D Day= April 21, 2015
Me: BS
Husband: WS
Married 40 years, together 41
Affair 5 year
The journey is my home.
hopefull77 ( member #43221) posted at 12:14 PM on Saturday, November 4th, 2017
Steady I know you have struggled so and I know you will find the peace you are longing for...
Prayers and peace sent your way...
me-BS him-WS
" I will not define myself by what went wrong yesterday when I can draw upon Life and Love right now."
Deejay523 ( member #54468) posted at 5:29 PM on Monday, November 6th, 2017
(Copy)Just my Thoughts. ..
You know what strikes me hard to the core about the whole thing is. ..Is that I was under an illusion of what we had of what we were ...he delusioned me severely into thinking what we had, what we were was so very much real and cherished on his part and that we were very much on the same page of how special our relationship between us and the sacredness of everything about it, we had and shared as one through every minute through every year through every memory made not only between us but family and friends too..
What strikes me is how blindly I trusted and had so much faith in thinking he was the safest and most protective person in my life and what we shared would never be shared with anyone ever! that was never a thought. ..or that anything or anyone would or could ever be allowed to come between us! !
What strikes me is that I wasn't only naive and blind to anything he had done but I was also blind and naive about anything about affairs and what they were about, I never in a million years fathomed an affair to be anything of this making .

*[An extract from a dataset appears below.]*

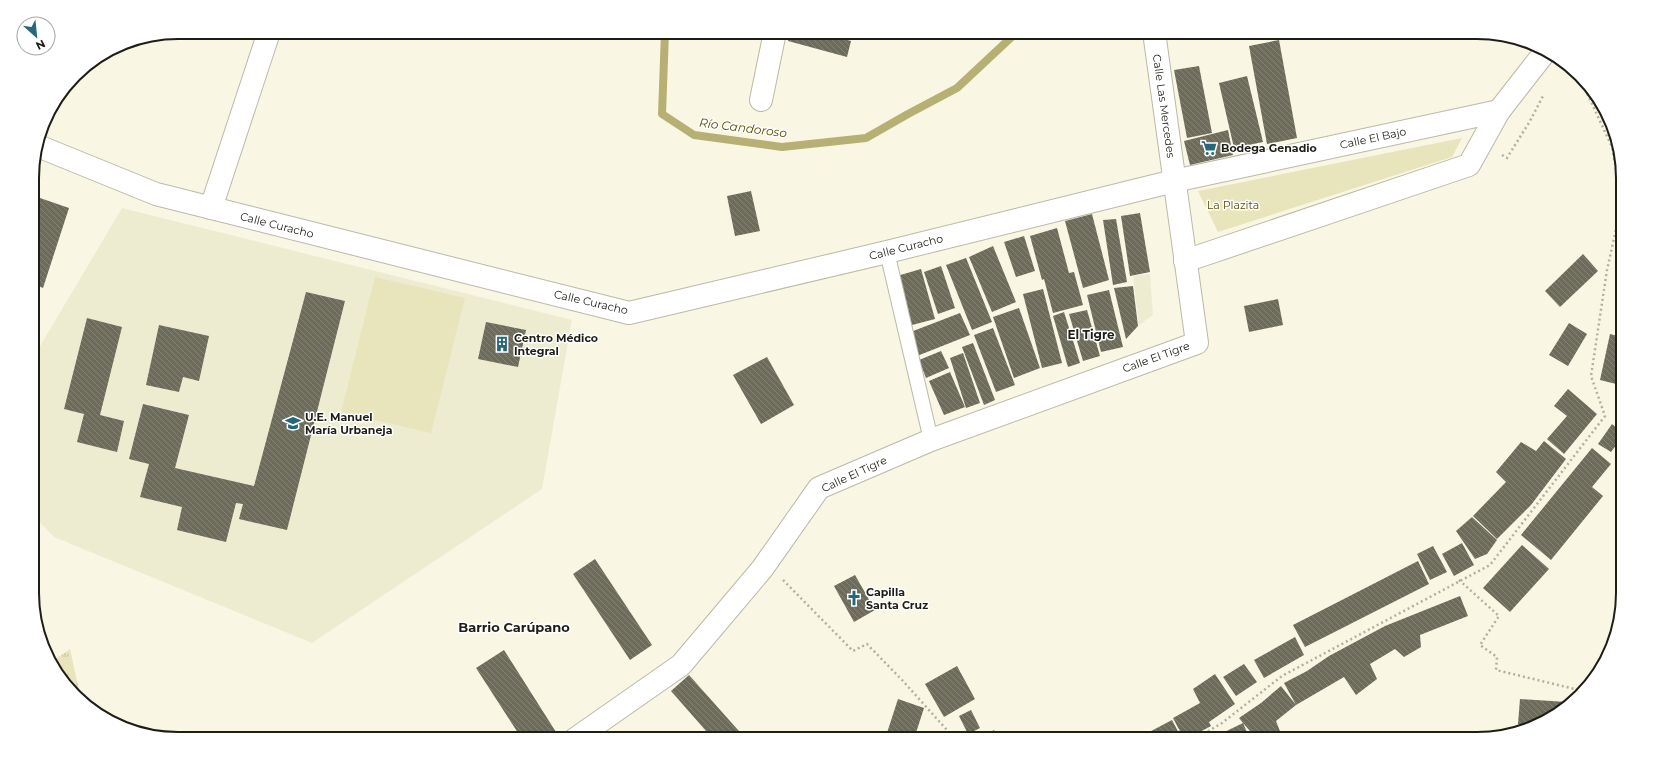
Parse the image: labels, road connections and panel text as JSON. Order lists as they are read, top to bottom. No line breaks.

I thought an affair was total secrecy between two people sneaking around just for the thrill of the forbidden shit without anyone ever knowing wam bam thank you man kinda thing. .
What my husband did and her was anything but an affair it was a double life and I still am horrified by the whole thing, I am a person who needs understanding of how things work and I don't think if you drew me a map that I can ever understand this.
They hid only from me and my friends and family, no one else her and his friends and some of his family all knew, and as I said before she knew of me she knew who my family was she knew my son and held him when he was a baby she was in my homes she slept in my beds and that man I spoke of allowed it all! this man shared me without my knowledge to this man whore. this man that was supposed to keep us separate from anyone treated me like I meant nothing without my knowledge he allowed this woman to know all about me and share what was supposed to be only ours and I knew nothing about her ever ...
How does that happen for 11 to 12 years out of 31 and then I am supposed to believe again believe that we will be great together in a new and better way. ..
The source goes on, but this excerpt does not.